You could search for substrings contained in all of the source strings. Starting with the length of the shortest string and going down from there:

string = 'sinazz31 sinazz12 45sinazz sinazz_84'
min_substring_length = 3

words = string.split()
longest_word = max(filter(None, words), key=len)
matches = {}

for sub_length in range(len(longest_word), min_substring_length - 1, -1):
    for x in range(len(longest_word) - sub_length):
            substring = longest_word[(0 + x):(sub_length + x)] # create substring to check
            check = len([1 for word in words if (substring in word)]) # number of words containing substring
            if check > 1:
                matches[substring] = check # number of words containing substring

# results
if matches:
    match_list = list(sorted(matches,key=matches.get,reverse=True)) # list of matches by frequency

    if matches[match_list[0]] == len(words): # prints substring if matches all words
        print('best match for all words:',match_list[0])
    print('best to worst:',match_list)

Answer 2

Have a look at this similar question: (Find most common substring in a list of strings?)

I added in the condition that it won't match the word if the length is less than 4

from difflib import SequenceMatcher
substring_counts={}
list = ['sinazz31', 'sinazz12', '45sinazz', 'sinazz_84']
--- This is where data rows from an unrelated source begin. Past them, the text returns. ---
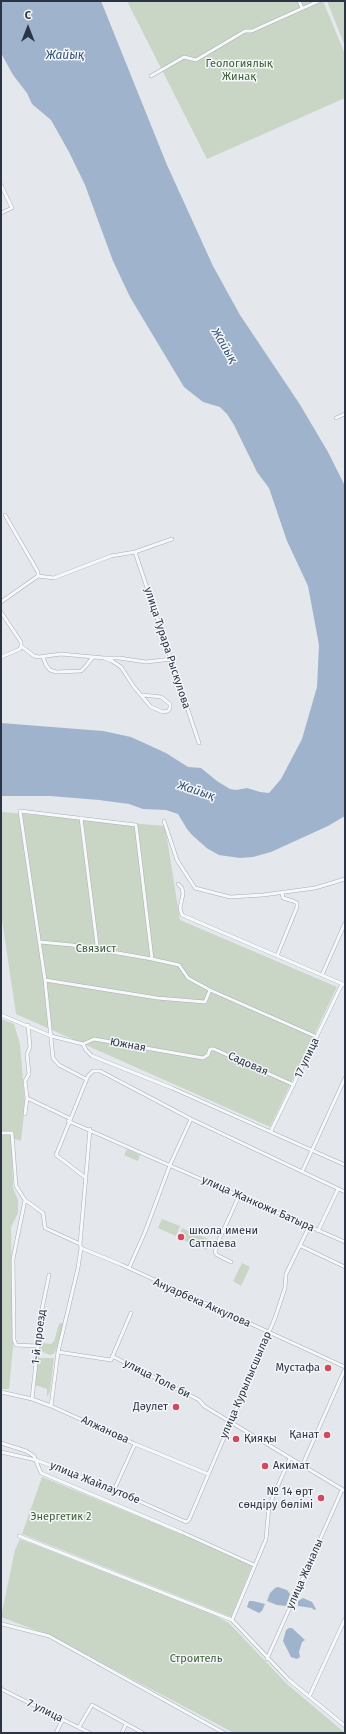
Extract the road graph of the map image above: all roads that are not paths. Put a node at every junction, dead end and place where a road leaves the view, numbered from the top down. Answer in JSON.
{"nodes":[{"id":1,"x":299,"y":1,"type":"edge"},
{"id":2,"x":319,"y":1,"type":"edge"},
{"id":3,"x":302,"y":8,"type":"junction"},
{"id":4,"x":151,"y":76,"type":"dead end"},
{"id":5,"x":1,"y":186,"type":"edge"},
{"id":6,"x":1,"y":213,"type":"edge"},
{"id":7,"x":345,"y":414,"type":"edge"},
{"id":8,"x":336,"y":418,"type":"dead end"},
{"id":9,"x":5,"y":515,"type":"dead end"},
{"id":10,"x":172,"y":539,"type":"dead end"},
{"id":11,"x":135,"y":552,"type":"junction"},
{"id":12,"x":38,"y":576,"type":"junction"},
{"id":13,"x":1,"y":602,"type":"edge"},
{"id":14,"x":1,"y":612,"type":"edge"},
{"id":15,"x":21,"y":644,"type":"junction"},
{"id":16,"x":1,"y":657,"type":"edge"},
{"id":17,"x":43,"y":657,"type":"junction"},
{"id":18,"x":94,"y":657,"type":"junction"},
{"id":19,"x":104,"y":658,"type":"junction"},
{"id":20,"x":172,"y":660,"type":"junction"},
{"id":21,"x":143,"y":695,"type":"junction"},
{"id":22,"x":199,"y":743,"type":"dead end"},
{"id":23,"x":81,"y":818,"type":"junction"},
{"id":24,"x":164,"y":821,"type":"dead end"},
{"id":25,"x":345,"y":879,"type":"edge"},
{"id":26,"x":178,"y":884,"type":"dead end"},
{"id":27,"x":282,"y":892,"type":"junction"},
{"id":28,"x":345,"y":923,"type":"edge"},
{"id":29,"x":40,"y":942,"type":"junction"},
{"id":30,"x":95,"y":950,"type":"junction"},
{"id":31,"x":277,"y":956,"type":"junction"},
{"id":32,"x":152,"y":959,"type":"junction"},
{"id":33,"x":322,"y":975,"type":"junction"},
{"id":34,"x":45,"y":980,"type":"junction"},
{"id":35,"x":344,"y":984,"type":"edge"},
{"id":36,"x":210,"y":990,"type":"junction"},
{"id":37,"x":1,"y":1016,"type":"edge"},
{"id":38,"x":28,"y":1026,"type":"junction"},
{"id":39,"x":51,"y":1036,"type":"junction"},
{"id":40,"x":317,"y":1037,"type":"junction"},
{"id":41,"x":83,"y":1044,"type":"junction"},
{"id":42,"x":206,"y":1057,"type":"joint"},
{"id":43,"x":87,"y":1078,"type":"junction"},
{"id":44,"x":345,"y":1078,"type":"edge"},
{"id":45,"x":294,"y":1085,"type":"junction"},
{"id":46,"x":27,"y":1098,"type":"junction"},
{"id":47,"x":25,"y":1114,"type":"dead end"},
{"id":48,"x":191,"y":1119,"type":"junction"},
{"id":49,"x":69,"y":1120,"type":"junction"},
{"id":50,"x":90,"y":1129,"type":"junction"},
{"id":51,"x":271,"y":1132,"type":"junction"},
{"id":52,"x":1,"y":1133,"type":"edge"},
{"id":53,"x":312,"y":1149,"type":"junction"},
{"id":54,"x":170,"y":1165,"type":"junction"},
{"id":55,"x":345,"y":1165,"type":"edge"},
{"id":56,"x":302,"y":1172,"type":"junction"},
{"id":57,"x":86,"y":1178,"type":"junction"},
{"id":58,"x":338,"y":1189,"type":"junction"},
{"id":59,"x":345,"y":1192,"type":"edge"},
{"id":60,"x":239,"y":1196,"type":"junction"},
{"id":61,"x":25,"y":1200,"type":"junction"},
{"id":62,"x":309,"y":1227,"type":"junction"},
{"id":63,"x":318,"y":1231,"type":"junction"},
{"id":64,"x":345,"y":1242,"type":"edge"},
{"id":65,"x":80,"y":1244,"type":"junction"},
{"id":66,"x":301,"y":1246,"type":"junction"},
{"id":67,"x":81,"y":1248,"type":"junction"},
{"id":68,"x":231,"y":1262,"type":"dead end"},
{"id":69,"x":345,"y":1267,"type":"edge"},
{"id":70,"x":129,"y":1268,"type":"junction"},
{"id":71,"x":49,"y":1275,"type":"dead end"},
{"id":72,"x":131,"y":1313,"type":"dead end"},
{"id":73,"x":269,"y":1333,"type":"junction"},
{"id":74,"x":38,"y":1346,"type":"junction"},
{"id":75,"x":58,"y":1352,"type":"junction"},
{"id":76,"x":112,"y":1356,"type":"junction"},
{"id":77,"x":345,"y":1368,"type":"edge"},
{"id":78,"x":1,"y":1392,"type":"edge"},
{"id":79,"x":32,"y":1399,"type":"junction"},
{"id":80,"x":51,"y":1406,"type":"junction"},
{"id":81,"x":231,"y":1422,"type":"junction"},
{"id":82,"x":1,"y":1443,"type":"edge"},
{"id":83,"x":135,"y":1444,"type":"junction"},
{"id":84,"x":1,"y":1452,"type":"edge"},
{"id":85,"x":290,"y":1458,"type":"junction"},
{"id":86,"x":36,"y":1460,"type":"junction"},
{"id":87,"x":302,"y":1466,"type":"junction"},
{"id":88,"x":208,"y":1474,"type":"junction"},
{"id":89,"x":114,"y":1490,"type":"junction"},
{"id":90,"x":344,"y":1490,"type":"edge"},
{"id":91,"x":186,"y":1522,"type":"joint"},
{"id":92,"x":19,"y":1536,"type":"dead end"},
{"id":93,"x":254,"y":1565,"type":"junction"},
{"id":94,"x":345,"y":1619,"type":"edge"},
{"id":95,"x":232,"y":1620,"type":"junction"},
{"id":96,"x":2,"y":1624,"type":"edge"},
{"id":97,"x":267,"y":1659,"type":"junction"},
{"id":98,"x":1,"y":1689,"type":"edge"},
{"id":99,"x":309,"y":1697,"type":"junction"},
{"id":100,"x":63,"y":1719,"type":"junction"},
{"id":101,"x":126,"y":1724,"type":"junction"},
{"id":102,"x":345,"y":1726,"type":"edge"},
{"id":103,"x":79,"y":1727,"type":"junction"},
{"id":104,"x":217,"y":1729,"type":"junction"},
{"id":105,"x":56,"y":1733,"type":"edge"},
{"id":106,"x":90,"y":1733,"type":"edge"},
{"id":107,"x":122,"y":1733,"type":"edge"},
{"id":108,"x":143,"y":1733,"type":"edge"},
{"id":109,"x":215,"y":1733,"type":"edge"},
{"id":110,"x":224,"y":1733,"type":"edge"}],
"edges":[{"from":1,"to":3,"type":"street"},
{"from":2,"to":3,"type":"street"},
{"from":3,"to":4,"type":"street"},
{"from":5,"to":6,"type":"street"},
{"from":7,"to":8,"type":"street"},
{"from":9,"to":12,"type":"street"},
{"from":10,"to":11,"type":"street"},
{"from":11,"to":12,"type":"street"},
{"from":11,"to":20,"type":"street","name":"улица Турара Рыскулова"},
{"from":12,"to":13,"type":"street"},
{"from":14,"to":15,"type":"street"},
{"from":15,"to":16,"type":"street"},
{"from":15,"to":17,"type":"street"},
{"from":17,"to":18,"type":"street"},
{"from":17,"to":18,"type":"street"},
{"from":18,"to":19,"type":"street"},
{"from":19,"to":20,"type":"street"},
{"from":19,"to":21,"type":"street"},
{"from":20,"to":22,"type":"street","name":"улица Турара Рыскулова"},
{"from":21,"to":21,"type":"street"},
{"from":23,"to":29,"type":"street"},
{"from":23,"to":30,"type":"street"},
{"from":23,"to":32,"type":"street"},
{"from":24,"to":27,"type":"street"},
{"from":25,"to":27,"type":"street"},
{"from":26,"to":31,"type":"street"},
{"from":27,"to":31,"type":"street"},
{"from":28,"to":33,"type":"street"},
{"from":29,"to":30,"type":"street"},
{"from":29,"to":34,"type":"street"},
{"from":30,"to":32,"type":"street"},
{"from":31,"to":33,"type":"street"},
{"from":32,"to":36,"type":"street"},
{"from":33,"to":35,"type":"street"},
{"from":34,"to":36,"type":"street"},
{"from":34,"to":39,"type":"street"},
{"from":35,"to":40,"type":"street","name":"17 улица"},
{"from":36,"to":40,"type":"street"},
{"from":37,"to":38,"type":"street","name":"Южная"},
{"from":38,"to":39,"type":"street","name":"Южная"},
{"from":38,"to":46,"type":"street"},
{"from":39,"to":41,"type":"street","name":"Южная"},
{"from":39,"to":43,"type":"street"},
{"from":40,"to":45,"type":"street","name":"17 улица"},
{"from":41,"to":42,"type":"street","name":"Южная"},
{"from":41,"to":51,"type":"street"},
{"from":42,"to":45,"type":"street","name":"Садовая"},
{"from":43,"to":48,"type":"street"},
{"from":43,"to":49,"type":"street"},
{"from":44,"to":53,"type":"street"},
{"from":45,"to":51,"type":"street","name":"17 улица"},
{"from":46,"to":47,"type":"street"},
{"from":46,"to":49,"type":"street","name":"улица Жанкожи Батыра"},
{"from":48,"to":54,"type":"street"},
{"from":48,"to":56,"type":"street"},
{"from":49,"to":50,"type":"street","name":"улица Жанкожи Батыра"},
{"from":49,"to":57,"type":"street"},
{"from":50,"to":54,"type":"street","name":"улица Жанкожи Батыра"},
{"from":50,"to":57,"type":"street"},
{"from":51,"to":53,"type":"street"},
{"from":52,"to":61,"type":"street"},
{"from":53,"to":55,"type":"street"},
{"from":53,"to":56,"type":"street"},
{"from":54,"to":60,"type":"street","name":"улица Жанкожи Батыра"},
{"from":54,"to":70,"type":"street"},
{"from":56,"to":58,"type":"street"},
{"from":57,"to":65,"type":"street"},
{"from":58,"to":59,"type":"street"},
{"from":58,"to":63,"type":"street"},
{"from":60,"to":62,"type":"street","name":"улица Жанкожи Батыра"},
{"from":60,"to":68,"type":"street"},
{"from":61,"to":65,"type":"street"},
{"from":61,"to":74,"type":"street"},
{"from":62,"to":63,"type":"street","name":"улица Жанкожи Батыра"},
{"from":62,"to":66,"type":"street","name":"улица Курылысшылар"},
{"from":63,"to":64,"type":"street","name":"улица Жанкожи Батыра"},
{"from":65,"to":67,"type":"street"},
{"from":66,"to":69,"type":"street"},
{"from":66,"to":73,"type":"street","name":"улица Курылысшылар"},
{"from":67,"to":70,"type":"street","name":"Ануарбека Аккулова"},
{"from":67,"to":75,"type":"street"},
{"from":70,"to":73,"type":"street","name":"Ануарбека Аккулова"},
{"from":71,"to":74,"type":"street","name":"1-й проезд"},
{"from":72,"to":76,"type":"street"},
{"from":73,"to":77,"type":"street","name":"Ануарбека Аккулова"},
{"from":73,"to":81,"type":"street","name":"улица Курылысшылар"},
{"from":74,"to":79,"type":"street","name":"1-й проезд"},
{"from":75,"to":76,"type":"street"},
{"from":75,"to":80,"type":"street"},
{"from":76,"to":81,"type":"street","name":"улица Толе би"},
{"from":77,"to":87,"type":"street"},
{"from":78,"to":79,"type":"street","name":"Алжанова"},
{"from":79,"to":80,"type":"street","name":"Алжанова"},
{"from":80,"to":83,"type":"street","name":"Алжанова"},
{"from":81,"to":85,"type":"street","name":"улица Толе би"},
{"from":81,"to":88,"type":"street","name":"улица Курылысшылар"},
{"from":82,"to":86,"type":"street"},
{"from":83,"to":88,"type":"street","name":"Алжанова"},
{"from":83,"to":89,"type":"street"},
{"from":84,"to":86,"type":"street","name":"улица Жайлаутобе"},
{"from":85,"to":87,"type":"street","name":"улица Толе би"},
{"from":85,"to":93,"type":"street"},
{"from":86,"to":89,"type":"street","name":"улица Жайлаутобе"},
{"from":86,"to":93,"type":"street"},
{"from":87,"to":90,"type":"street","name":"улица Толе би"},
{"from":88,"to":91,"type":"street","name":"улица Курылысшылар"},
{"from":89,"to":91,"type":"street","name":"улица Жайлаутобе"},
{"from":90,"to":97,"type":"street","name":"улица Жаналы"},
{"from":92,"to":95,"type":"street"},
{"from":93,"to":95,"type":"street"},
{"from":94,"to":99,"type":"street"},
{"from":95,"to":97,"type":"street"},
{"from":96,"to":104,"type":"street"},
{"from":97,"to":99,"type":"street"},
{"from":98,"to":100,"type":"street","name":"7 улица"},
{"from":99,"to":102,"type":"street"},
{"from":100,"to":103,"type":"street","name":"7 улица"},
{"from":100,"to":105,"type":"street"},
{"from":101,"to":103,"type":"street"},
{"from":101,"to":107,"type":"street"},
{"from":101,"to":108,"type":"street"},
{"from":103,"to":106,"type":"street","name":"7 улица"},
{"from":104,"to":109,"type":"street"},
{"from":104,"to":110,"type":"street"}]}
for i in range(0, len(list)):
    for j in range(i+1,len(list)):
        string1 = list[i]
        string2 = list[j]
        match = SequenceMatcher(None, string1, string2).find_longest_match(0, len(string1), 0, len(string2))
        matching_substring=string1[match.a:match.a+match.size]
        if(matching_substring not in substring_counts and len(matching_substring) > 3):
            substring_counts[matching_substring]=1
        else:
            substring_counts[matching_substring]+=1

print(substring_counts)